Copy out each line of the listing below that contains the word "this".

Top of DATA

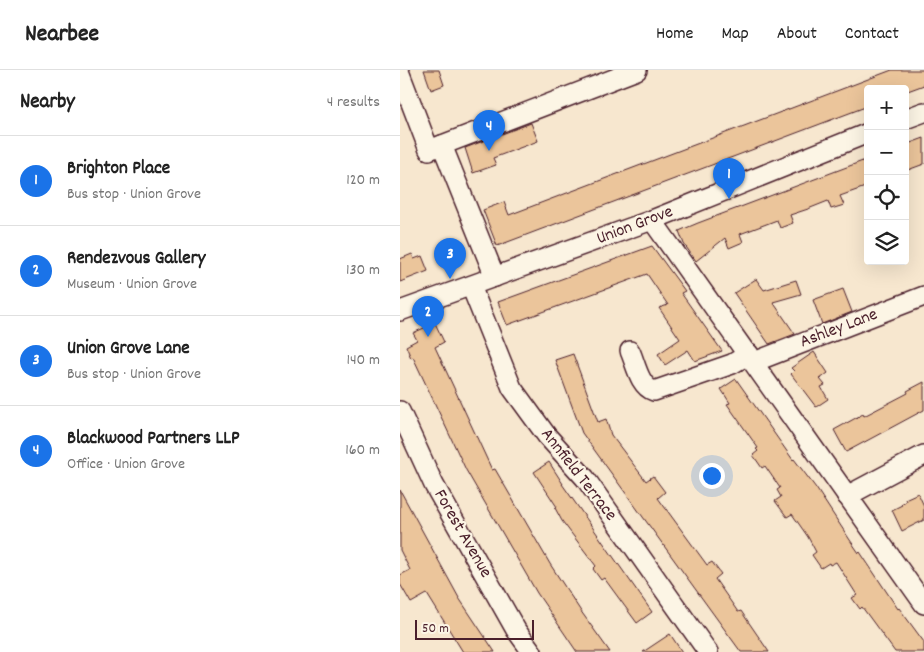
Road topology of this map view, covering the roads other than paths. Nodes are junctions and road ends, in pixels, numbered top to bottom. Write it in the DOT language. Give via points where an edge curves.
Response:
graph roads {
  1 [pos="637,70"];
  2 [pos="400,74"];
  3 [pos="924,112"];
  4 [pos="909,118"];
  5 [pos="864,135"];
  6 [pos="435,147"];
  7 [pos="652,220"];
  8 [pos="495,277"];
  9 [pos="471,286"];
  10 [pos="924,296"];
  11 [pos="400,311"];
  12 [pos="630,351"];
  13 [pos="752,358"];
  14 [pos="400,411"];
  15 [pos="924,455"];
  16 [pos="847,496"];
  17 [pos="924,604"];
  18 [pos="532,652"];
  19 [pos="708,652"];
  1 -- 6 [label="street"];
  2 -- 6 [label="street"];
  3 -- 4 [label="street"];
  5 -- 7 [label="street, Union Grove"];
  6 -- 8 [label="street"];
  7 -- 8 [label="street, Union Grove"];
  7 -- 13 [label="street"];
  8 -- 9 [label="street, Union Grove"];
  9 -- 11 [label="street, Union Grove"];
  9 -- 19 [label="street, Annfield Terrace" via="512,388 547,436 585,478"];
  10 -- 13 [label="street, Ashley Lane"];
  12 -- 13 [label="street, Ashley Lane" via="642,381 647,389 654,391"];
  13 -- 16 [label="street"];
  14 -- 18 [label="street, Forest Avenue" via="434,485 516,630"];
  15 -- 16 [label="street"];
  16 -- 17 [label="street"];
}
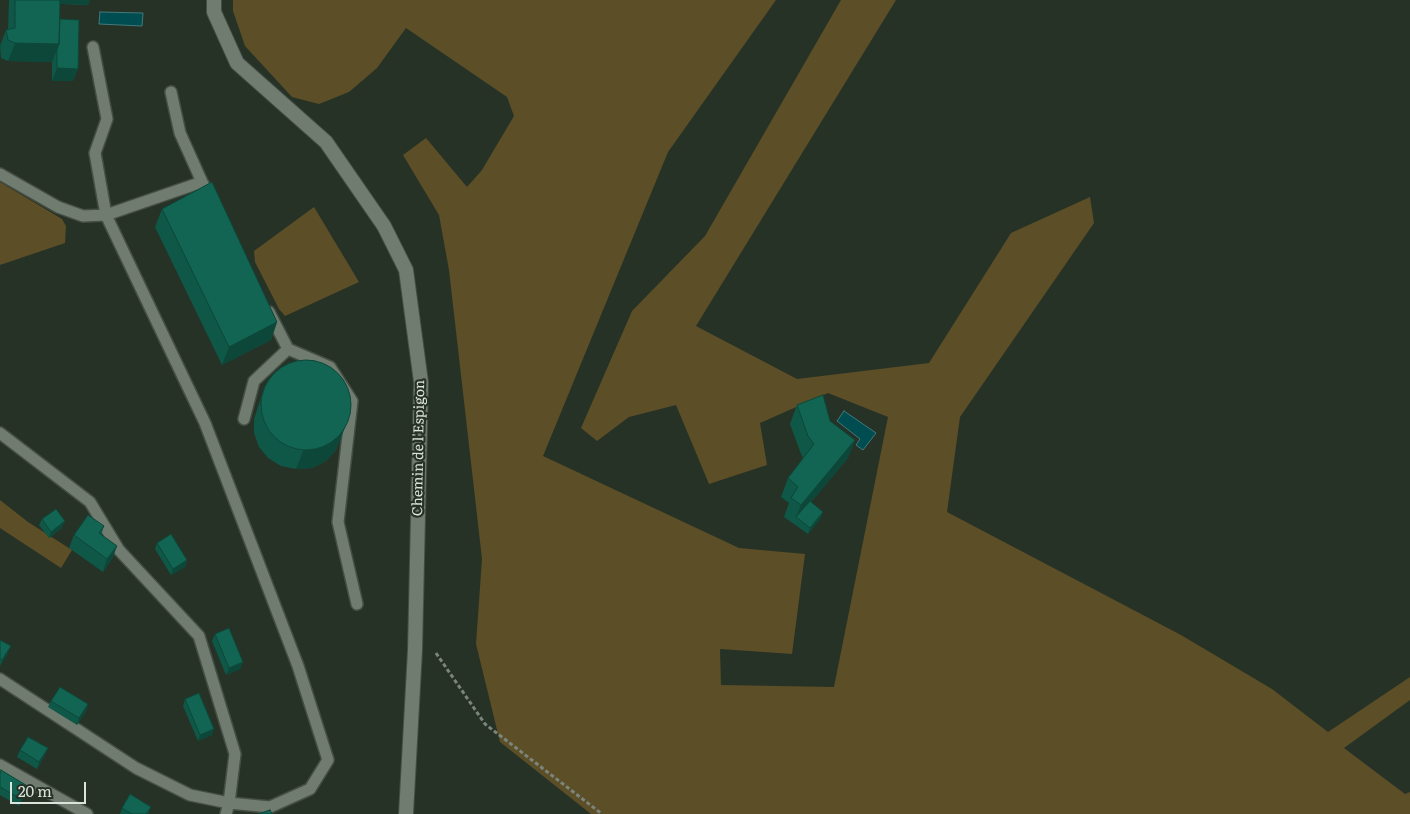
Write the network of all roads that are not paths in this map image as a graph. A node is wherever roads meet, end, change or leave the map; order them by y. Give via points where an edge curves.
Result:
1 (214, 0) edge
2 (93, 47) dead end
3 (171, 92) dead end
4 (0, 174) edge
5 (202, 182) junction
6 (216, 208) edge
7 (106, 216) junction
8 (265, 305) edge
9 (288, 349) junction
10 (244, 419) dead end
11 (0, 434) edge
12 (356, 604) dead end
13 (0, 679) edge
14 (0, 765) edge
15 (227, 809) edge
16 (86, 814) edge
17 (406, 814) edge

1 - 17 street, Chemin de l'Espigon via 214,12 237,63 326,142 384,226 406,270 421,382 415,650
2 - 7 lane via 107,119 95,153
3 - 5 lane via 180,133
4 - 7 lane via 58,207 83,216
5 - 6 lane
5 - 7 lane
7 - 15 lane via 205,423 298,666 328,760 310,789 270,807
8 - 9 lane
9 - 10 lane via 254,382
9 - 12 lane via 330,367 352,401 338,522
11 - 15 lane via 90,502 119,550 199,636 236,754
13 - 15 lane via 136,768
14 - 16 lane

Bottom of DATA
Top of DATA

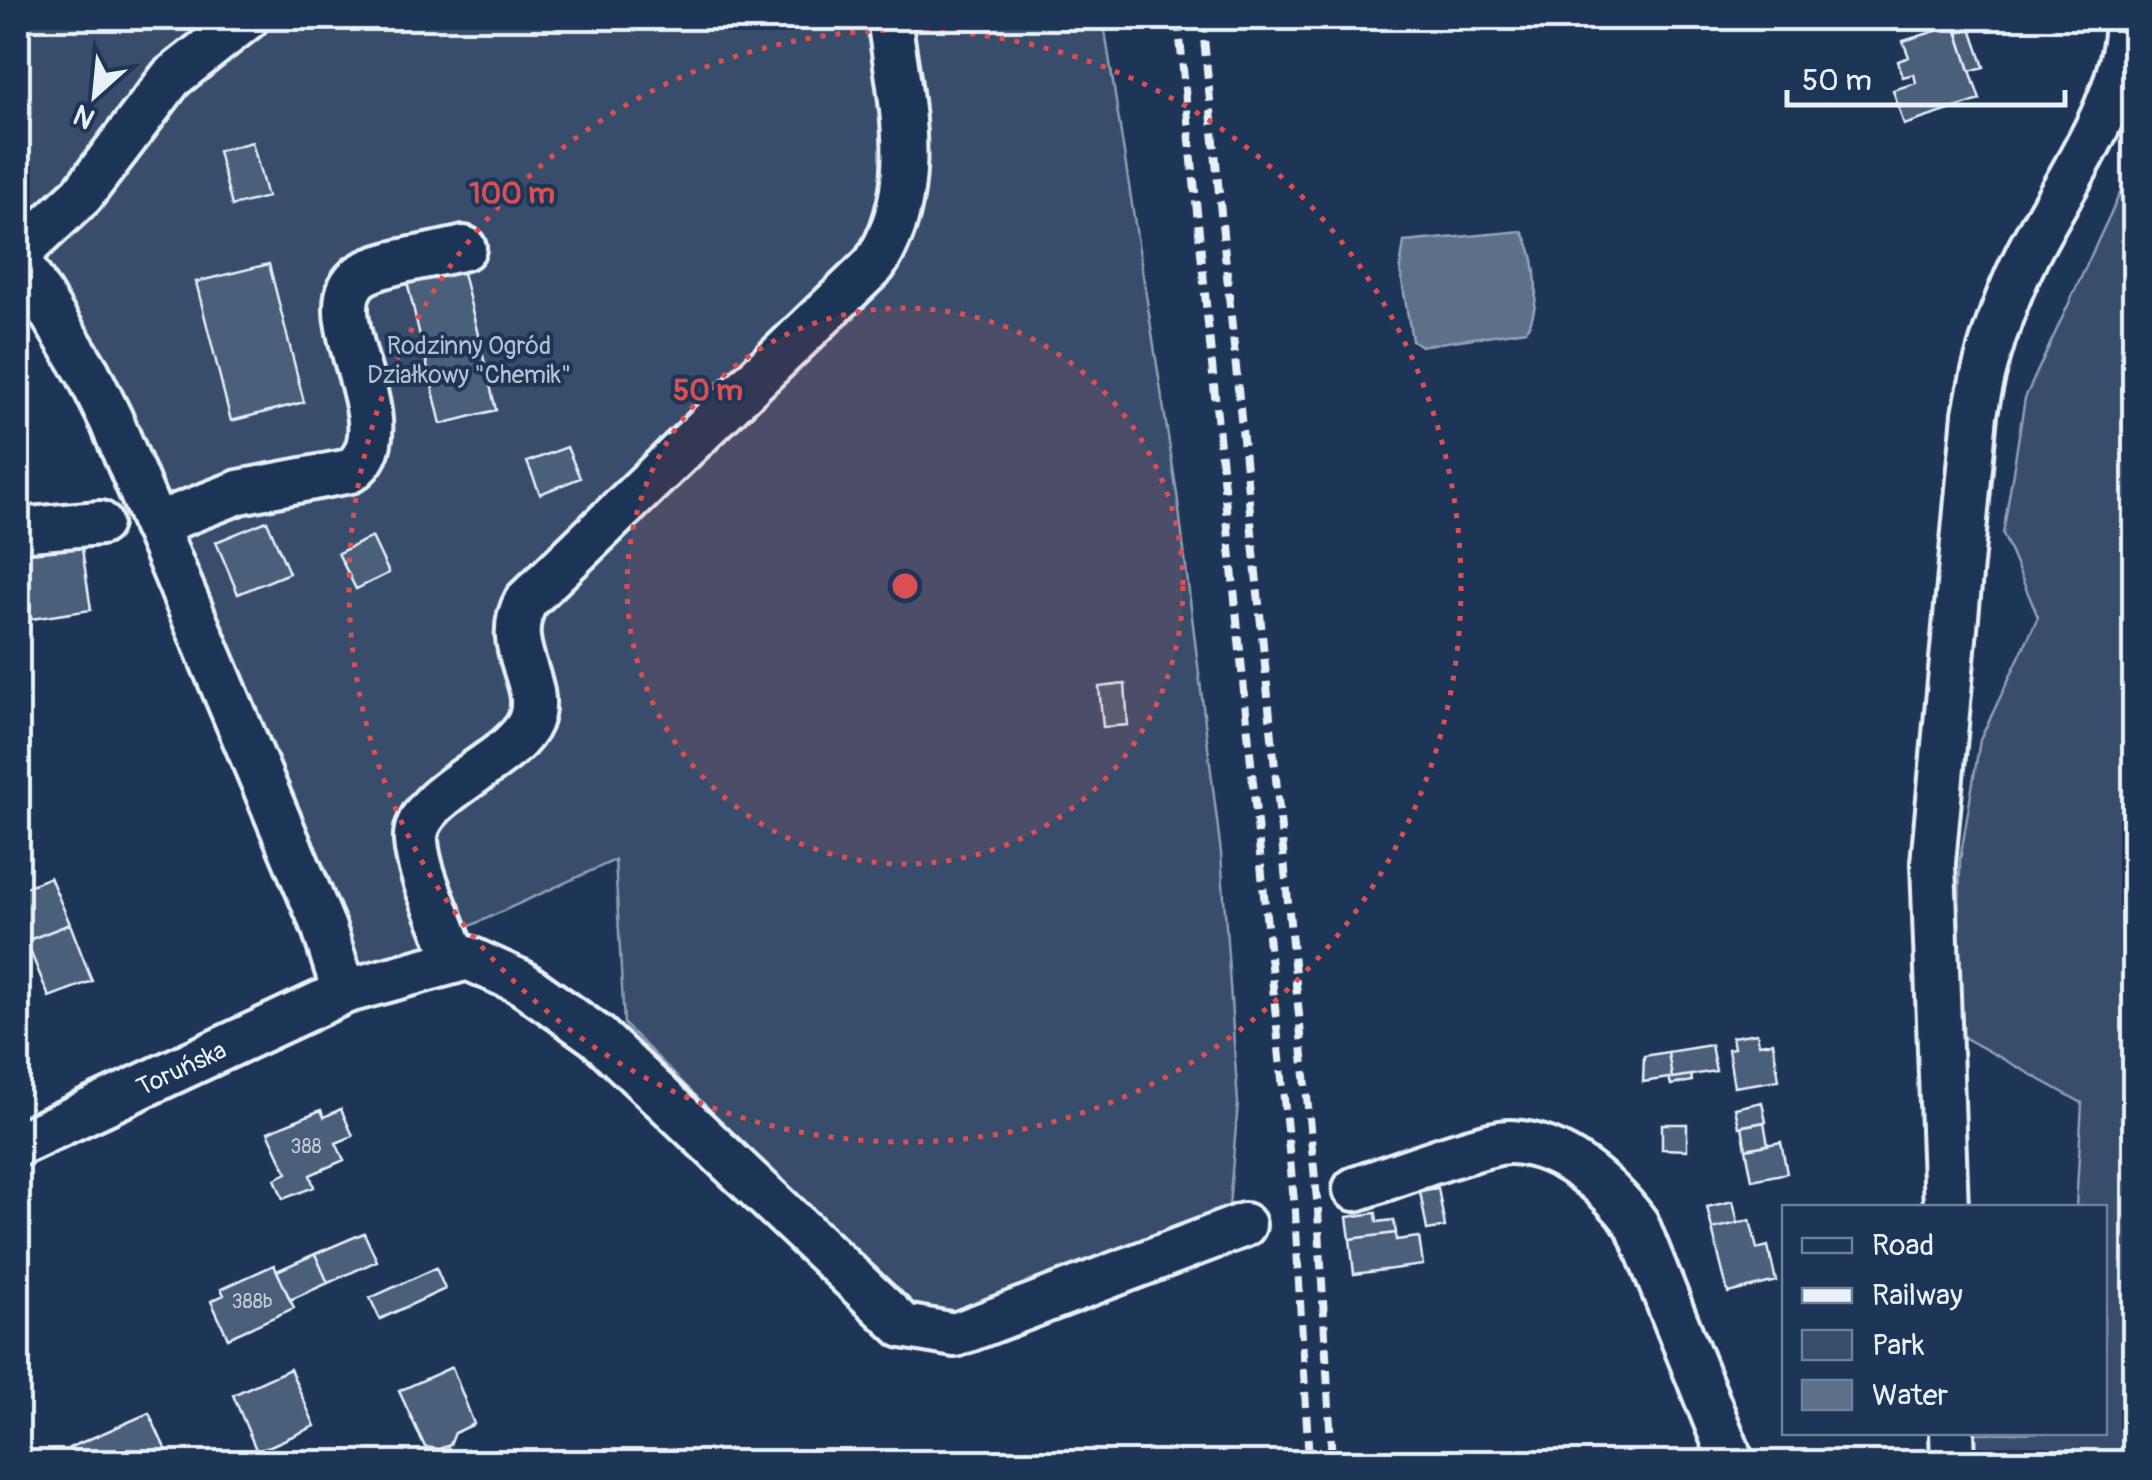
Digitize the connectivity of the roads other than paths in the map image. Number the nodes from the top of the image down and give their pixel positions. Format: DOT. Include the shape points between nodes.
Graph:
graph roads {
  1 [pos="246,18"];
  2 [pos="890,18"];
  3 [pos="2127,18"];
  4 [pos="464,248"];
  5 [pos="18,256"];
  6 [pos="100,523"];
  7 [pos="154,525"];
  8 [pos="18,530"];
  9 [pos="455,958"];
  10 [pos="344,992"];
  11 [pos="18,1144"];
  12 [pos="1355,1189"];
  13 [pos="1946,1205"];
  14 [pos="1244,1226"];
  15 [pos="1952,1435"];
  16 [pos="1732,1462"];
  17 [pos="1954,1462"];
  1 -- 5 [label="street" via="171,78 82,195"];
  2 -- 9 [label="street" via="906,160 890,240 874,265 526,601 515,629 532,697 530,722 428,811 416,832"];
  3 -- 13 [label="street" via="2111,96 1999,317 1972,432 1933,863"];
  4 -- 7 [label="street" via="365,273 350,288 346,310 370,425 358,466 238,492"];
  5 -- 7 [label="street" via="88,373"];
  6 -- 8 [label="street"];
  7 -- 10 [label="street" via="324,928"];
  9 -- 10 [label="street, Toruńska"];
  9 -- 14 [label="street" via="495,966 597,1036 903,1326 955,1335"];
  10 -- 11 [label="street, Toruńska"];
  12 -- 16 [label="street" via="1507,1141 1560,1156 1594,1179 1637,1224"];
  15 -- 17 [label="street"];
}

Bottom of DATA

◆ SOLUTION ◆
Road topology of this map view, covering the roads other than paths. Nodes are junctions and road ends, in pixels, numbered top to bottom. Write it in the DOT language. Give via points where an edge curves.
Write the network of all roads that are not paths in this map image as a graph. A node is wherever roads meet, end, change or leave the map; order them by y. Give via points where an edge curves.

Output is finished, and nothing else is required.